I've just watched a few videos, so my opinion is from a small sample size, but whatever.

In your series on how to solve the cube in under a minute, I like your creative choice of the pairing method (was that your idea, btw?), but I didn't like how most of your examples were with white on bottom and in the correct slot- the demonstration section ended up being more you intuitively explaining an algorithm your viewers already knew more than demonstrating what they learnt.

It was a small nitpick though- nice work, for sure.


----------



## Joker (Aug 10, 2010)

I've been subbed to you for about a month now. I really like your videos


----------



## ChrisBird (Aug 10, 2010)

JeffDelucia said:


> Ignore Chris the quality is fine. Very nice tutorials too.



Why ignore me? My advice was to get a better quality camera. Having a blurry cube is just distracting.


----------



## JeffDelucia (Aug 11, 2010)

ChrisBird said:


> JeffDelucia said:
> 
> 
> > Ignore Chris the quality is fine. Very nice tutorials too.
> ...



But it looks fine...

Edit: Oh I see... The video he linked to is bad quality. I went to his channel and watched more recent vids.


----------



## ChrisBird (Aug 11, 2010)

JeffDelucia said:


> ChrisBird said:
> 
> 
> > JeffDelucia said:
> ...



Nope, all of them are blurry.

Compare HD videos to his.


----------



## Cyrus C. (Aug 11, 2010)

ChrisBird said:


> JeffDelucia said:
> 
> 
> > ChrisBird said:
> ...



Compare HD videos to him huh? I don't watch in HD, I watch in 360p, as do many others. HD is not necessary, and actually quite bothersome when one has a sub-par internet connection. His video quality is good enough, much better than some other videos I've seen.


----------



## Blurt (Aug 11, 2010)

THIS GUY IS BEAST. 



Nuf said.


----------



## ChrisBird (Aug 11, 2010)

Cyrus C. said:


> ChrisBird said:
> 
> 
> > JeffDelucia said:
> ...



It doesn't matter, when uploaded in HD, even when you select lower quality you just get the same HD quality, smaller size. Here's an example.
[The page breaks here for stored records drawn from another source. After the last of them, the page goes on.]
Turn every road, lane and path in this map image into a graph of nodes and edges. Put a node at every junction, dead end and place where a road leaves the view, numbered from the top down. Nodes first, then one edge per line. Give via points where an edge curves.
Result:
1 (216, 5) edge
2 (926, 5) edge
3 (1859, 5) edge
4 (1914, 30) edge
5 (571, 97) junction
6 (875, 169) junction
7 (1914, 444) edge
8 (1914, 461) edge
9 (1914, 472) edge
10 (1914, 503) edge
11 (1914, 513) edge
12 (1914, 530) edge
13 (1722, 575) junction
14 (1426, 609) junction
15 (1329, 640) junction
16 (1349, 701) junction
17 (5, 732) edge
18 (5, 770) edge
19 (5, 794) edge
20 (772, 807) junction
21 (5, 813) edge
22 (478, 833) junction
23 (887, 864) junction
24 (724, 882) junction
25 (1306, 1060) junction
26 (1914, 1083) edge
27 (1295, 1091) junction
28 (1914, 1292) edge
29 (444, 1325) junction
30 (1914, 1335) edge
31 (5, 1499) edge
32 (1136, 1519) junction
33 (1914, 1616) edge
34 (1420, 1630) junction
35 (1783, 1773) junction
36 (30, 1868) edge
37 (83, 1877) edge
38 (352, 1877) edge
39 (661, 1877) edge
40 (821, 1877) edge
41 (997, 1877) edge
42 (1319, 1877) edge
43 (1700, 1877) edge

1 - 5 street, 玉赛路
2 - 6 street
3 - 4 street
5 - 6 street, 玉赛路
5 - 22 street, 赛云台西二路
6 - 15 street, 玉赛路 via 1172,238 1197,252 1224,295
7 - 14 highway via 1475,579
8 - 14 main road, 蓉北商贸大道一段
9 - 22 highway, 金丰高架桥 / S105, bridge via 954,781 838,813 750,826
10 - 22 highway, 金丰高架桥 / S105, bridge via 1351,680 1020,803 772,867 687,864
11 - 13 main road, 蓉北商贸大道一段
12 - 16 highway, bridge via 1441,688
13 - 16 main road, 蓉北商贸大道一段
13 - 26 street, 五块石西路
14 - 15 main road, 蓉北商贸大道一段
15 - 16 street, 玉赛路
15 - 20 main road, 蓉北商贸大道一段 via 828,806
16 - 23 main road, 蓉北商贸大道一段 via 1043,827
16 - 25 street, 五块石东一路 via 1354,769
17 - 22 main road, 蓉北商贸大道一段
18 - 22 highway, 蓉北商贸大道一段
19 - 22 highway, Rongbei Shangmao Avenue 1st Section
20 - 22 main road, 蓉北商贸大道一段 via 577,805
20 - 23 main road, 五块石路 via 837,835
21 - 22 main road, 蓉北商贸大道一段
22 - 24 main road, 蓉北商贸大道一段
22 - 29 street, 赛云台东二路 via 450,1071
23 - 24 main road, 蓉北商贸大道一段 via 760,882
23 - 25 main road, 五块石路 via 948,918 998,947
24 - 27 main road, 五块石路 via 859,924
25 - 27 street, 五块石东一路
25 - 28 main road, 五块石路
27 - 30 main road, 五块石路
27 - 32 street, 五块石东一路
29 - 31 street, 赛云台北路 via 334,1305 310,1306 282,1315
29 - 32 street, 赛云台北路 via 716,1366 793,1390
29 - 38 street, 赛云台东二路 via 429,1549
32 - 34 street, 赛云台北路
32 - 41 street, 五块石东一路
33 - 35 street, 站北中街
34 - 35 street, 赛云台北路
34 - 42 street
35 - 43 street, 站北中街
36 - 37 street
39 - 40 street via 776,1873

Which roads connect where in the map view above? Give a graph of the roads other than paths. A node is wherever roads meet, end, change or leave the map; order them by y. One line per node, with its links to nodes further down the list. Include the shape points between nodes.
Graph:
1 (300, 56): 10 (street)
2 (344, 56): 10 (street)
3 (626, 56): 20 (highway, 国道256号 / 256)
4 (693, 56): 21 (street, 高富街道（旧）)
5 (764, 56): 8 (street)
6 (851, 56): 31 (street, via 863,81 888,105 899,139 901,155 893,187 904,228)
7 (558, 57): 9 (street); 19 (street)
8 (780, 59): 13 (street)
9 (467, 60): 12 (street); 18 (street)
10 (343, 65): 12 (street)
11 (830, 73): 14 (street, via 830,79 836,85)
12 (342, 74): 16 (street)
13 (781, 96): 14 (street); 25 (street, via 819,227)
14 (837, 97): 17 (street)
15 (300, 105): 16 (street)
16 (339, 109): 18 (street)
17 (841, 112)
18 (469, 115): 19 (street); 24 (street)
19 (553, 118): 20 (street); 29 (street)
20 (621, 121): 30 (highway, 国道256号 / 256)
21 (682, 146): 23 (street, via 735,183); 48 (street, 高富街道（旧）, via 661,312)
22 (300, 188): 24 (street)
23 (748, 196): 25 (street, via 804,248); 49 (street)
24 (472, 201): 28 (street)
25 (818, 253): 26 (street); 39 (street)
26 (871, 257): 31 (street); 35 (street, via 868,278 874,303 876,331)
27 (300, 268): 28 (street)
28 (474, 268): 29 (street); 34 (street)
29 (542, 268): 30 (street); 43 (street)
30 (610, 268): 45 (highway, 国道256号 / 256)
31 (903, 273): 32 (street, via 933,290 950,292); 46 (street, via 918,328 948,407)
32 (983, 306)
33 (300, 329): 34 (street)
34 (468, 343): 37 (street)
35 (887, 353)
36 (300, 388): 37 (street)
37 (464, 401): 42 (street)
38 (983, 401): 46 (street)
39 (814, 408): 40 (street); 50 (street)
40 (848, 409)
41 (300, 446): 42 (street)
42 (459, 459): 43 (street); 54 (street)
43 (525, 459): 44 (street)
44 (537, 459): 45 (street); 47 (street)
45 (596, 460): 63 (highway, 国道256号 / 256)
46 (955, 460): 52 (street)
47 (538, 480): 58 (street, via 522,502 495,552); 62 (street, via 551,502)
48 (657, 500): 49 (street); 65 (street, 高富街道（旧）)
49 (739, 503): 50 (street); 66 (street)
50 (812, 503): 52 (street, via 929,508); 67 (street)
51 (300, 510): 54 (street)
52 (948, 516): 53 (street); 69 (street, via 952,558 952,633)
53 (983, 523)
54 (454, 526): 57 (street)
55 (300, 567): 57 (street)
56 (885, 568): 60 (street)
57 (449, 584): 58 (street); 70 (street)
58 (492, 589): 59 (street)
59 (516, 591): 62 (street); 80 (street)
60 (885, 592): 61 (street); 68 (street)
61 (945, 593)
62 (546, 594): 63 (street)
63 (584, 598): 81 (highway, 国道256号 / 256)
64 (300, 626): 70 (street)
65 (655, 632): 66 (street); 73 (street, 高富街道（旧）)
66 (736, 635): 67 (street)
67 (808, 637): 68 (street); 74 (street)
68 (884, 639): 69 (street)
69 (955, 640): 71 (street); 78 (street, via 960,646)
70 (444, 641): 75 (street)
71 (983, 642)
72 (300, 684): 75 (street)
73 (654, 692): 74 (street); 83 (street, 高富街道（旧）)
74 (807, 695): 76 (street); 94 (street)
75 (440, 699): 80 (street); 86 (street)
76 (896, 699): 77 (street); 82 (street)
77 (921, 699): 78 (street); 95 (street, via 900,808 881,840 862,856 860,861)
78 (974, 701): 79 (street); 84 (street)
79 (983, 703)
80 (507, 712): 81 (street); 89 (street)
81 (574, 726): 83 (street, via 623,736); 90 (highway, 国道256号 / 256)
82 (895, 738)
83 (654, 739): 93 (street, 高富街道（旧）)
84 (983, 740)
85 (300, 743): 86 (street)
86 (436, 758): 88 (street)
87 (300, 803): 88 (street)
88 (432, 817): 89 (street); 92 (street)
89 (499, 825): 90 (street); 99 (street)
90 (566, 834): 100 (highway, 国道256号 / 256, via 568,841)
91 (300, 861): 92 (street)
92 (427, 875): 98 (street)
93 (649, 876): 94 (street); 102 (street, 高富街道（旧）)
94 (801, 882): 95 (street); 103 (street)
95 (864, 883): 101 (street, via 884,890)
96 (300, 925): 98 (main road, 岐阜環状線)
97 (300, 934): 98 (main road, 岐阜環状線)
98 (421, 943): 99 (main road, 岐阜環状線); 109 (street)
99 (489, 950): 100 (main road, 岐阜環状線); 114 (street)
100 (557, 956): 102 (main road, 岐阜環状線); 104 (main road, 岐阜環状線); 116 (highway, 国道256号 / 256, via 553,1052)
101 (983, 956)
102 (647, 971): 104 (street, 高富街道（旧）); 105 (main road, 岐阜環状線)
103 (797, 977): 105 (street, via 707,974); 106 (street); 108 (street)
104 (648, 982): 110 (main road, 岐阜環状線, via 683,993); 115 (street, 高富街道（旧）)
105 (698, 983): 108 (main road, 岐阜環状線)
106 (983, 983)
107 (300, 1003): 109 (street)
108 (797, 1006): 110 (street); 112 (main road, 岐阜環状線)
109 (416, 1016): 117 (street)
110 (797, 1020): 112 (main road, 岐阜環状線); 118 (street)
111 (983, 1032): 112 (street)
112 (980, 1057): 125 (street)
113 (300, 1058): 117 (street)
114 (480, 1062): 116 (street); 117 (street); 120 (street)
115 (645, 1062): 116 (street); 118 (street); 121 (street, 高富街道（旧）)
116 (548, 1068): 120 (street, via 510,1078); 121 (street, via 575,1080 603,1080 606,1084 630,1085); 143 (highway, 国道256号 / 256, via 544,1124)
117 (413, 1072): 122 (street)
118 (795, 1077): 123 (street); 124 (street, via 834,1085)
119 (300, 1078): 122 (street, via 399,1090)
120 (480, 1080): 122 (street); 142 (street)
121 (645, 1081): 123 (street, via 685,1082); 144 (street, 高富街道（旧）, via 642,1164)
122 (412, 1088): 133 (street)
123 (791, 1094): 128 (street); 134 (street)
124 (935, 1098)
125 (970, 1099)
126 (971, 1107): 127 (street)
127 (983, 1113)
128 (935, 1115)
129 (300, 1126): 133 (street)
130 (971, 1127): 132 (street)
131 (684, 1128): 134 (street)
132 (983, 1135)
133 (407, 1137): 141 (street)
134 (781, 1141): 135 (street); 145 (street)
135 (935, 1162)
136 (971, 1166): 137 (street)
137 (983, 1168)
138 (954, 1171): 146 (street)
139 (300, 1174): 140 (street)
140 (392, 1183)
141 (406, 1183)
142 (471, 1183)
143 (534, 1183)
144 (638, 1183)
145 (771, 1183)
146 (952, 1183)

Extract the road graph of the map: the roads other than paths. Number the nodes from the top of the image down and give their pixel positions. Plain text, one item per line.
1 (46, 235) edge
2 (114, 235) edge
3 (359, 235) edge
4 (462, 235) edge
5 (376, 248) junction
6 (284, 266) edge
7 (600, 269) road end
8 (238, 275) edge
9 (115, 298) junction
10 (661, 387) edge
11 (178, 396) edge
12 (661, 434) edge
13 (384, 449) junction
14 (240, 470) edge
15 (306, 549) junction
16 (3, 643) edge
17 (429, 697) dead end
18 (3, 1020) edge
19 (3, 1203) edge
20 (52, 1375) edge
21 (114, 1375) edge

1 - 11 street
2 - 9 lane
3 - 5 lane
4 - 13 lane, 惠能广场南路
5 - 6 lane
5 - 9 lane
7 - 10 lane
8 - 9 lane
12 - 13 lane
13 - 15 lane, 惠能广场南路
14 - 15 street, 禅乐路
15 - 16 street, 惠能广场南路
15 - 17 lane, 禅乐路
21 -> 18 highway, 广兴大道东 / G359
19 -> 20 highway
Behold, HD quality when shown at YT's 360 setting vs pure 360.







See the black bars?
See the blurry?

~Chris


----------



## The Puzzler (Aug 11, 2010)

You don't say ummm yeah like me. Nice tutorials.


----------



## Deleted member 2864 (Aug 11, 2010)

I don't think getting a better camera is necessary. His quality (imo) is fine and while it's not the best, I don't find it bothersome at all. Of course, better quality is always nice, but I think his quality is within reasonable limits.

EDIT: Oops, put "I don't think getting a better camera is *not* necessary.... fixed XD

EDIT 2: Non-off topic post 800! AWESOME! XD


----------



## ottothedog (Aug 11, 2010)

ChrisBird said:


>



chris's cubes look so nice


----------



## ChrisBird (Aug 11, 2010)

aznmortalx said:


> *I don't think getting a better camera is not necessary. His quality (imo) is fine* and while it's not the best, I don't find it bothersome at all. Of course,* better quality is always nice,* but I think his quality is within reasonable limits.



I agree.


----------



## StachuK1992 (Aug 11, 2010)

Lorenzo said:


> It was you with that really nice and long F2L video series right?


You may be speaking of me, but considering your join date, I'd say not.
Those videos are deleted though, and I've been meaning to redo them soon.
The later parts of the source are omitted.